During the five months that the project was ongoing, we found that generalized Lee-Yang zeros play an important role for predicting and describing both space-time phase transitions and dynamical phase transitions. By identifying appropriate generalized partition functions, many of the ideas and results of the Lee-Yang theory of classical equilibrium phase transitions can be extended to non-equilibrium phase transitions.
The project started with an investigation of how Lee-Yang zeros can be used to describe and understand rare fluctuations in one of the most renowned models in statistical physics – the Ising model. We found that the zeros contain important information about the large deviation statistics of the magnetization, which describes the probability distribution of observing rare fluctuations in the thermodynamic limit.

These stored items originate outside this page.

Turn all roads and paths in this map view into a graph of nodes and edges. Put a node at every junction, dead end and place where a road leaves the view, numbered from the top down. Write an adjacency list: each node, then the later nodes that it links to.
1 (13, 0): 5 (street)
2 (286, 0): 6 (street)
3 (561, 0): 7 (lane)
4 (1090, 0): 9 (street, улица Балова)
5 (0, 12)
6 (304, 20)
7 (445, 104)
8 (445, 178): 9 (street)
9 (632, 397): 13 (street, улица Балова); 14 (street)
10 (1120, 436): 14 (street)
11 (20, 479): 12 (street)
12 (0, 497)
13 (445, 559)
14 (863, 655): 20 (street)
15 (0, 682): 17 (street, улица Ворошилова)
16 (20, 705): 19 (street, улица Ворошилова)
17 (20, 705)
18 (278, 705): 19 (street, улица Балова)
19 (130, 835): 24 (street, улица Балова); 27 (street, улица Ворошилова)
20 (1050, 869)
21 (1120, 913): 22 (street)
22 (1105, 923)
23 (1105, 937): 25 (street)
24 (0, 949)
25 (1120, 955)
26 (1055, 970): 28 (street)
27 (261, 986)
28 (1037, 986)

We then investigated a type of non-equilibrium phase transitions called quantum trajectory phase transitions (or space-time phase transitions) in a micromaser, where excited atoms pump a microwave cavity. While the physical mechanisms behind these phase transitions are completely different from those in the Ising model, we found that the complex zeros of the moment-generating function describing the number of de-excited atoms play the analogue role of Lee-Yang zeros in equilibrium systems.

In addition to this, we also started to investigate how other kinds of phase transitions, such as dynamical phase transitions, can be understood in terms of generalized Lee-Yang zeros. These investigations will continue under a different grant arrangement (therefore the project was terminated after five months).
The project has led to a deepened understanding of how generalized Lee-Yang zeros may be utilized to predict and describe phase transitions in quantum many-body systems.

For the Ising model, we have established a new connection between the large-deviation statistics of the magnetization and the properties of small system sizes. This connection is based on a relatively simple ansatz where the Lee-Yang zeros carry much of the information about rare fluctuations in the system.

Our findings for the space-time phase transitions in the micromaser indicate that the generalized Lee-Yang zeros of a moment-generating function may be used to predict when these phase transitions take place. Similar results have been found for predicting critical times of dynamical phase transitions.

Overall, the results constitute a promising start for continued investigations that will be carried out under a different grant arrangement, with the aim of developing a unified Lee-Yang theory for phase transitions in interacting quantum many-body systems.